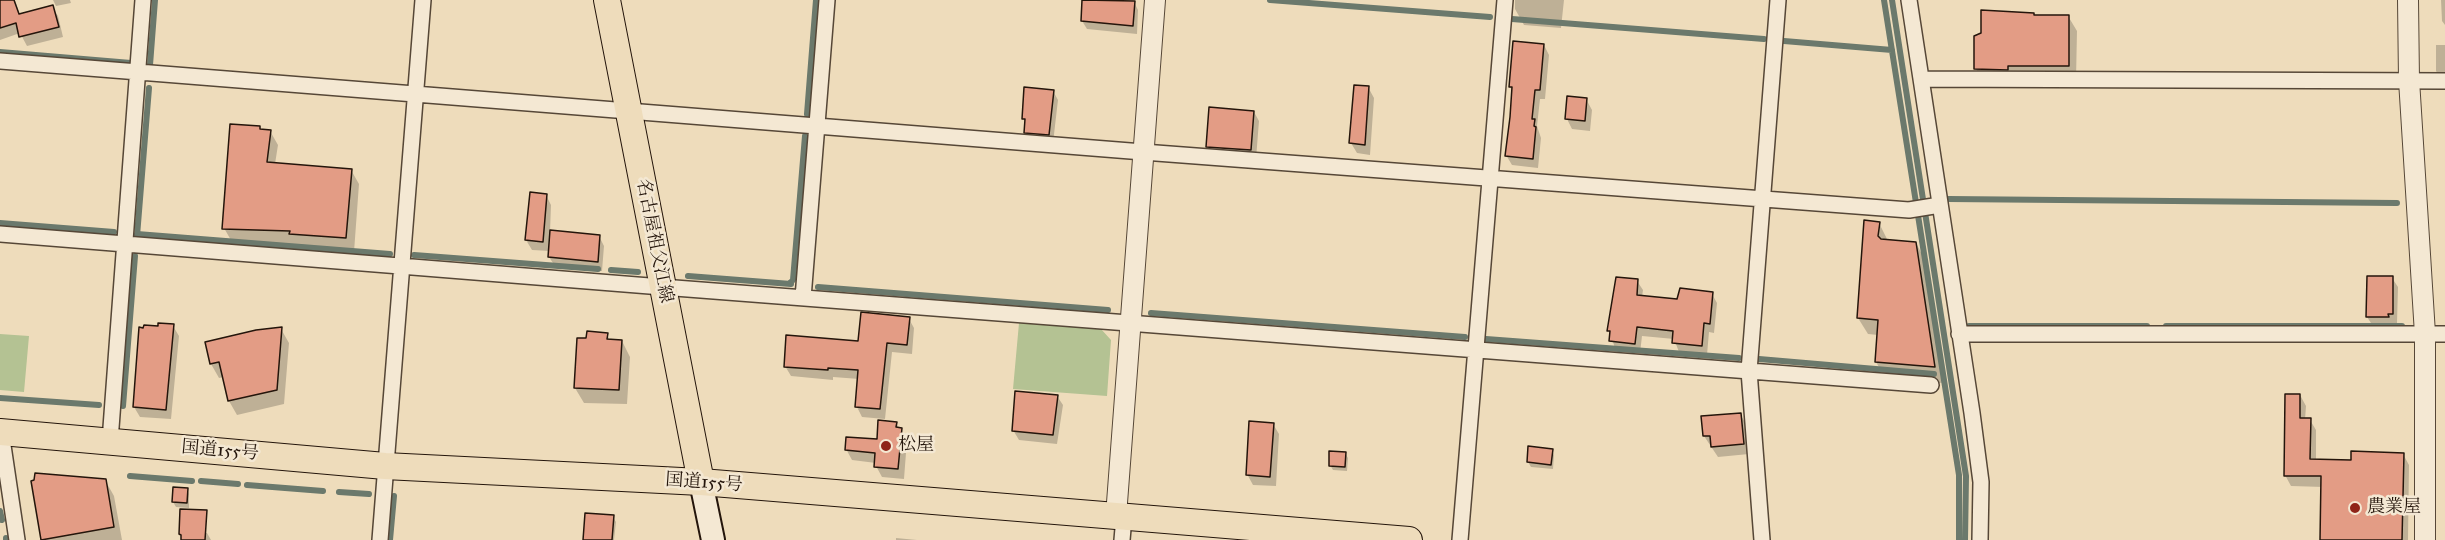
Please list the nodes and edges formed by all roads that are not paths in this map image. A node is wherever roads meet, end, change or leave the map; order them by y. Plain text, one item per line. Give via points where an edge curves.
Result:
1 (143, 0) edge
2 (423, 0) edge
3 (607, 0) edge
4 (827, 0) edge
5 (1155, 0) edge
6 (1505, 0) edge
7 (1778, 0) edge
8 (1909, 0) edge
9 (2408, 0) edge
10 (0, 61) edge
11 (138, 72) junction
12 (1921, 79) junction
13 (2409, 81) junction
14 (2445, 81) edge
15 (415, 94) junction
16 (630, 112) junction
17 (817, 127) junction
18 (1143, 152) junction
19 (1490, 179) junction
20 (1762, 199) junction
21 (1935, 206) junction
22 (0, 234) edge
23 (125, 244) junction
24 (402, 266) junction
25 (662, 288) junction
26 (803, 298) junction
27 (1130, 323) junction
28 (1959, 334) junction
29 (2425, 334) junction
30 (2445, 334) edge
31 (1476, 350) junction
32 (1749, 371) junction
33 (1931, 385) dead end
34 (1, 432) edge
35 (110, 441) junction
36 (385, 466) junction
37 (701, 482) junction
38 (1121, 524) edge
39 (18, 540) edge
40 (380, 540) edge
41 (713, 540) edge
42 (1408, 540) edge
43 (1460, 540) edge
44 (1762, 540) edge
45 (1980, 540) edge
46 (2424, 540) edge

1 - 11 street
2 - 15 street
3 - 16 main road, 名古屋祖父江線
4 - 17 street
5 - 18 street
6 - 19 street
7 - 20 street
8 - 12 street
9 - 13 street
10 - 11 street
11 - 15 street
11 - 23 street
12 - 13 street
12 - 21 street
13 - 14 street
13 - 29 street
15 - 16 street
15 - 24 street
16 - 17 street
16 - 25 main road, 名古屋祖父江線
17 - 18 street
17 - 26 street
18 - 19 street
18 - 27 street
19 - 20 street
19 - 31 street
20 - 21 street via 1913,209
20 - 32 street
21 - 28 street
22 - 23 street
23 - 24 street
23 - 35 street
24 - 25 street
24 - 36 street
25 - 26 street
25 - 37 main road, 名古屋祖父江線
26 - 27 street
27 - 31 street
27 - 38 street
28 - 29 street
28 - 45 street via 1981,483
29 - 30 street
29 - 46 street
31 - 32 street
31 - 43 street
32 - 33 street
32 - 44 street
34 - 35 main road, 国道155号
34 - 39 street
35 - 36 main road, 国道155号
36 - 37 main road, 国道155号
36 - 40 street
37 - 38 main road, 国道155号
37 - 41 main road
38 - 42 main road, 国道155号

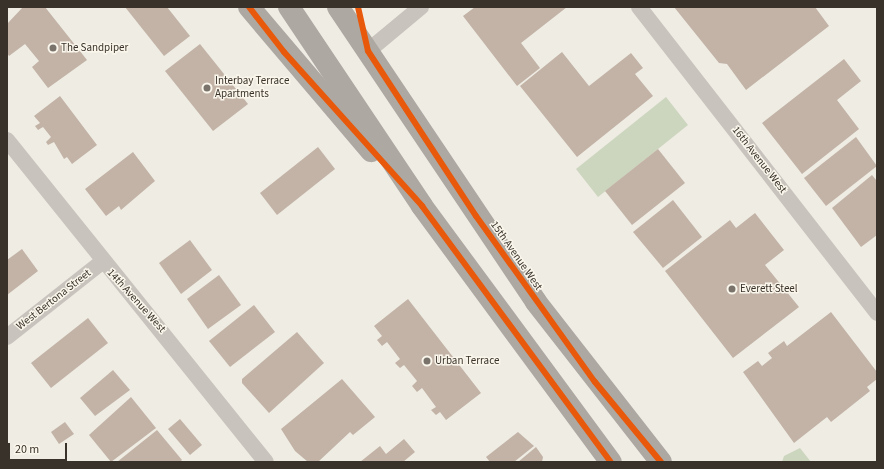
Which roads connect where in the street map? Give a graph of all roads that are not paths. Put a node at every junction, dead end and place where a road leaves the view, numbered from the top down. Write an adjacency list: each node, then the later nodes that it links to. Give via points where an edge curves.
1 (249, 7): 9 (main road, via 284,52)
2 (289, 7): 9 (main road)
3 (338, 7): 7 (main road, 15th Avenue West)
4 (358, 7): 7 (main road)
5 (421, 7): 7 (street)
6 (640, 7): 11 (street, 16th Avenue West)
7 (368, 51): 15 (main road, 15th Avenue West, via 536,302)
8 (7, 140): 10 (street, 14th Avenue West)
9 (422, 206): 14 (main road)
10 (102, 262): 12 (street, West Bertona Street); 13 (street, 14th Avenue West, via 152,318)
11 (874, 304)
12 (7, 338)
13 (266, 462)
14 (611, 462)
15 (661, 462)

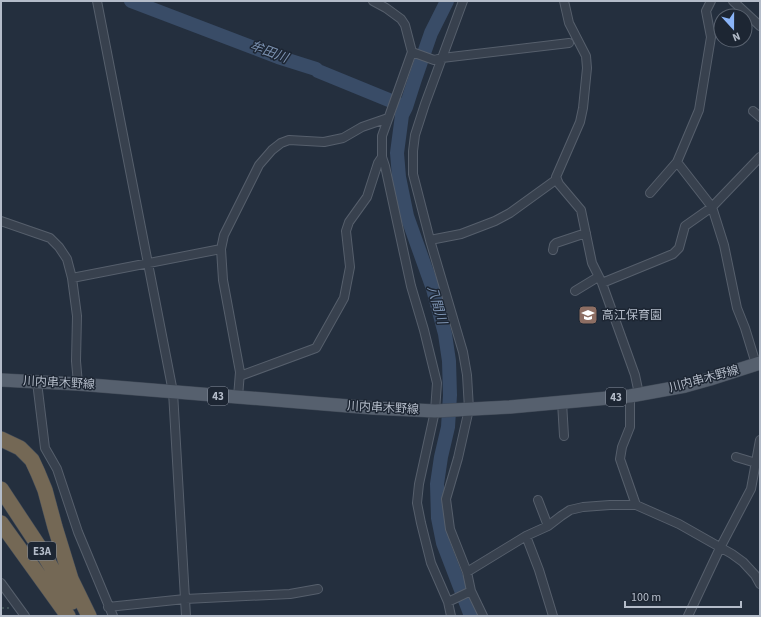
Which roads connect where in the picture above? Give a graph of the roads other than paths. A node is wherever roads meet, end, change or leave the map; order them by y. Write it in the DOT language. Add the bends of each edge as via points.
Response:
graph roads {
  1 [pos="97,1"];
  2 [pos="373,1"];
  3 [pos="463,1"];
  4 [pos="564,1"];
  5 [pos="711,1"];
  6 [pos="733,1"];
  7 [pos="760,26"];
  8 [pos="569,43"];
  9 [pos="414,52"];
  10 [pos="442,58"];
  11 [pos="753,111"];
  12 [pos="760,117"];
  13 [pos="388,118"];
  14 [pos="382,157"];
  15 [pos="760,157"];
  16 [pos="677,162"];
  17 [pos="557,179"];
  18 [pos="650,193"];
  19 [pos="712,207"];
  20 [pos="1,221"];
  21 [pos="586,233"];
  22 [pos="430,240"];
  23 [pos="221,249"];
  24 [pos="553,250"];
  25 [pos="148,263"];
  26 [pos="72,278"];
  27 [pos="600,280"];
  28 [pos="575,291"];
  29 [pos="758,364"];
  30 [pos="240,376"];
  31 [pos="1,380"];
  32 [pos="37,382"];
  33 [pos="78,384"];
  34 [pos="173,392"];
  35 [pos="634,395"];
  36 [pos="238,397"];
  37 [pos="562,402"];
  38 [pos="468,409"];
  39 [pos="435,411"];
  40 [pos="564,436"];
  41 [pos="1,440"];
  42 [pos="760,440"];
  43 [pos="736,457"];
  44 [pos="756,463"];
  45 [pos="1,489"];
  46 [pos="538,500"];
  47 [pos="636,505"];
  48 [pos="1,522"];
  49 [pos="548,526"];
  50 [pos="526,536"];
  51 [pos="720,548"];
  52 [pos="467,572"];
  53 [pos="1,583"];
  54 [pos="760,584"];
  55 [pos="318,589"];
  56 [pos="471,591"];
  57 [pos="185,599"];
  58 [pos="448,602"];
  59 [pos="108,607"];
  60 [pos="25,616"];
  61 [pos="68,616"];
  62 [pos="80,616"];
  63 [pos="89,616"];
  64 [pos="112,616"];
  65 [pos="186,616"];
  66 [pos="451,616"];
  67 [pos="483,616"];
  68 [pos="552,616"];
  69 [pos="688,616"];
  1 -- 25 [label="street"];
  2 -- 9 [label="street" via="401,19"];
  3 -- 10 [label="street"];
  4 -- 17 [label="street" via="569,23 586,56 587,68 580,122"];
  5 -- 16 [label="street" via="706,11 711,37 699,110"];
  6 -- 7 [label="street"];
  8 -- 10 [label="street"];
  9 -- 10 [label="street" via="434,60"];
  9 -- 13 [label="street"];
  10 -- 22 [label="street" via="424,104 413,151 413,174"];
  11 -- 12 [label="street"];
  13 -- 14 [label="street" via="382,136"];
  13 -- 23 [label="street" via="362,127 343,138 324,142 289,140 272,150 260,166 236,210 224,235"];
  14 -- 30 [label="street" via="367,197 349,222 346,231 350,267 344,298 316,348"];
  14 -- 39 [label="street" via="411,286 437,384"];
  15 -- 19 [label="street"];
  16 -- 18 [label="street"];
  16 -- 19 [label="street"];
  17 -- 21 [label="street" via="582,210"];
  17 -- 22 [label="street" via="495,222 461,234"];
  19 -- 27 [label="street" via="685,226 679,248 673,254"];
  19 -- 29 [label="street" via="724,245 737,308"];
  20 -- 26 [label="street" via="50,238 67,259"];
  21 -- 24 [label="street" via="556,243"];
  21 -- 27 [label="street" via="592,263"];
  22 -- 38 [label="street" via="463,352"];
  23 -- 25 [label="street"];
  23 -- 30 [label="street" via="223,280"];
  25 -- 26 [label="street"];
  25 -- 34 [label="street"];
  26 -- 33 [label="street" via="77,316"];
  27 -- 28 [label="street"];
  27 -- 35 [label="street" via="635,375"];
  29 -- 35 [label="main road, 川内串木野線 / 43" via="684,386"];
  30 -- 36 [label="street"];
  31 -- 32 [label="main road, 川内串木野線 / 43"];
  32 -- 33 [label="main road, 川内串木野線 / 43"];
  32 -- 59 [label="street" via="45,448 57,469 78,532"];
  33 -- 34 [label="main road, 川内串木野線 / 43"];
  34 -- 36 [label="main road, 川内串木野線 / 43"];
  34 -- 57 [label="street"];
  35 -- 37 [label="main road, 川内串木野線 / 43"];
  35 -- 47 [label="street" via="630,427 620,459"];
  36 -- 39 [label="main road, 川内串木野線 / 43"];
  37 -- 38 [label="main road, 川内串木野線 / 43"];
  37 -- 40 [label="street"];
  38 -- 39 [label="main road, 川内串木野線 / 43"];
  38 -- 52 [label="street" via="446,499 450,529"];
  39 -- 58 [label="street" via="417,503 431,562"];
  41 -- 63 [label="highway" via="20,448 32,460 45,490 71,579"];
  42 -- 44 [label="street"];
  43 -- 44 [label="street"];
  44 -- 51 [label="street" via="751,489"];
  45 -- 62 [label="highway, E3A"];
  46 -- 49 [label="street"];
  47 -- 49 [label="street" via="583,507 570,510"];
  47 -- 51 [label="street" via="679,524"];
  48 -- 61 [label="highway"];
  49 -- 50 [label="street"];
  50 -- 52 [label="street"];
  50 -- 68 [label="street"];
  51 -- 54 [label="street" via="743,562"];
  51 -- 69 [label="street"];
  52 -- 56 [label="street"];
  53 -- 60 [label="street"];
  55 -- 57 [label="street" via="290,594"];
  56 -- 58 [label="street"];
  56 -- 67 [label="street"];
  57 -- 59 [label="street"];
  57 -- 65 [label="street"];
  58 -- 66 [label="street"];
  59 -- 64 [label="street"];
}
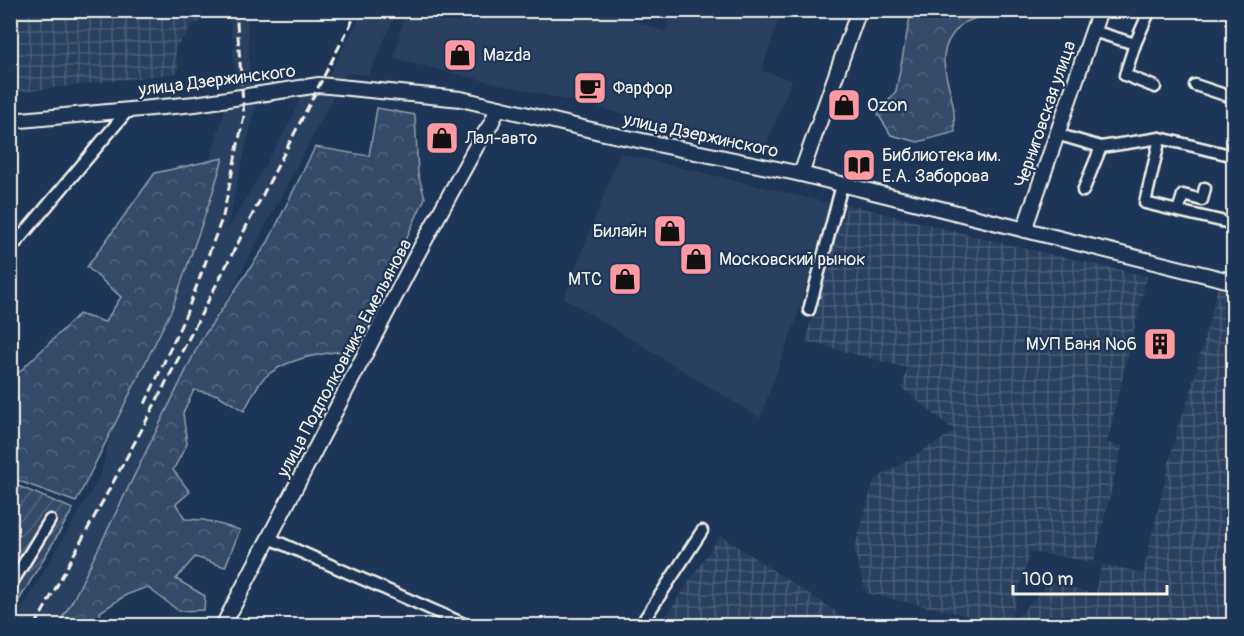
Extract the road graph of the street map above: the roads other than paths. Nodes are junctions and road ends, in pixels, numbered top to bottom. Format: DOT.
graph roads {
  1 [pos="859,10"];
  2 [pos="1101,10"];
  3 [pos="1150,10"];
  4 [pos="1093,31"];
  5 [pos="1135,44"];
  6 [pos="1195,85"];
  7 [pos="1155,87"];
  8 [pos="1233,98"];
  9 [pos="498,108"];
  10 [pos="130,109"];
  11 [pos="10,121"];
  12 [pos="1056,134"];
  13 [pos="1161,138"];
  14 [pos="1101,147"];
  15 [pos="1233,156"];
  16 [pos="801,174"];
  17 [pos="842,185"];
  18 [pos="1205,188"];
  19 [pos="1083,191"];
  20 [pos="1178,211"];
  21 [pos="1233,224"];
  22 [pos="1024,230"];
  23 [pos="10,250"];
  24 [pos="1233,282"];
  25 [pos="809,310"];
  26 [pos="50,520"];
  27 [pos="702,531"];
  28 [pos="269,538"];
  29 [pos="10,586"];
  30 [pos="223,626"];
  31 [pos="469,626"];
  32 [pos="640,626"];
  1 -- 16 [label="main road"];
  2 -- 4 [label="main road, Черниговская улица"];
  3 -- 5 [label="street"];
  4 -- 5 [label="street"];
  4 -- 12 [label="main road, Черниговская улица"];
  5 -- 7 [label="street"];
  6 -- 8 [label="street"];
  9 -- 10 [label="main road, улица Дзержинского"];
  9 -- 16 [label="main road, улица Дзержинского"];
  9 -- 28 [label="main road, улица Подполковника Емельянова"];
  10 -- 11 [label="main road, улица Дзержинского"];
  10 -- 23 [label="street"];
  12 -- 14 [label="street"];
  12 -- 22 [label="main road, Черниговская улица"];
  13 -- 14 [label="street"];
  13 -- 15 [label="street"];
  13 -- 20 [label="street"];
  14 -- 19 [label="street"];
  16 -- 17 [label="main road, улица Дзержинского"];
  17 -- 22 [label="main road, улица Дзержинского"];
  17 -- 25 [label="street"];
  18 -- 20 [label="street"];
  20 -- 21 [label="street"];
  22 -- 24 [label="main road, улица Дзержинского"];
  26 -- 29 [label="street"];
  27 -- 32 [label="street"];
  28 -- 30 [label="main road, улица Подполковника Емельянова"];
  28 -- 31 [label="street"];
}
========
▶ EXERCISE: Using the listing above, say how many of its lines contain "West", and give no other words.

▶ OUTPUT BELOW: 5